The survey of more than 430 children isn’t about blaming parents but encouraging them to make small changes that add up, University of Adelaide lead author Dr Melissa Whitrow says.

“We need to look at what’s being advertised to children and how we can encourage them to try different foods,” she said today.

“Providing healthy alternatives in a lunchbox and more vegetables at the dinner table would be a good start.”

Whitrow also said children needed more variety in their diets.

“Red meat tended to be the dominant meat,” she said.

“It’s important for families to understand that processed meat is a discretionary food, not a core food, and is often high in salt and fat.”

Whitrow said socio-economic status made little difference to the problems discovered by the study.

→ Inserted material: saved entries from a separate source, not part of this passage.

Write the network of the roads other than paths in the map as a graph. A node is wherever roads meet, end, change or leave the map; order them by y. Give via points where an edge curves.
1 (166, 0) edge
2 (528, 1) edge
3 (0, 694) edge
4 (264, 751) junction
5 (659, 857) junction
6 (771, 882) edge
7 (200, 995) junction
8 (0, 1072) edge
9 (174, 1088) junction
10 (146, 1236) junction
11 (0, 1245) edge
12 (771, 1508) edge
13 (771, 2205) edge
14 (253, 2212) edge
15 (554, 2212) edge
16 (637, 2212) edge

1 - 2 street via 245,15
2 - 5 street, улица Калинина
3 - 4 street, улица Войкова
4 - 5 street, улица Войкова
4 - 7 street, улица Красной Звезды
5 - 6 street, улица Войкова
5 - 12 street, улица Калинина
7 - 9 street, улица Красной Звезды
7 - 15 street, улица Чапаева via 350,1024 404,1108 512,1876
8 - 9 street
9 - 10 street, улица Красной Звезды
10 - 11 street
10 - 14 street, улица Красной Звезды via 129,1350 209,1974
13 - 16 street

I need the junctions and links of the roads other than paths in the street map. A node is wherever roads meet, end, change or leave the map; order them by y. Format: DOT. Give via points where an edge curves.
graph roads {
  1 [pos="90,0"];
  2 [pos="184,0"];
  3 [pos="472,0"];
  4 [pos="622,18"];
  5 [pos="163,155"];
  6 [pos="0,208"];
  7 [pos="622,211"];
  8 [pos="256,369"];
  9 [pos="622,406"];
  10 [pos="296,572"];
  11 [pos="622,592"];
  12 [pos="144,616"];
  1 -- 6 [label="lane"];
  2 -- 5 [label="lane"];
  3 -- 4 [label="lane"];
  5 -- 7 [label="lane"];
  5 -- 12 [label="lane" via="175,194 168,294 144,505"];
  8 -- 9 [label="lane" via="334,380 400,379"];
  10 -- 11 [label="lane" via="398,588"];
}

THE KIDS’ DIETS AREN’T ALL RIGHT

BOYS consume about 161g of sugar each day while girls have 156g.

MORE than 90 per cent of children don’t eat enough vegetables.

VIRTUALLY all children surveyed fail to consume enough protein alternatives such as eggs, nuts, beans and chickpeas.

ABOUT 80 per cent consumed more than the recommended daily intake of salt.

FIBRE intake was inadequate in 41 per cent of boys and 24 per cent of girls.

DAIRY intake was inadequate in 80 per cent of girls

– with AAP

CORRECTION: An earlier version of this story said that 55 per cent of children’s energy intake came from junk food. The correct figure is 45 per cent. The error was made by the university.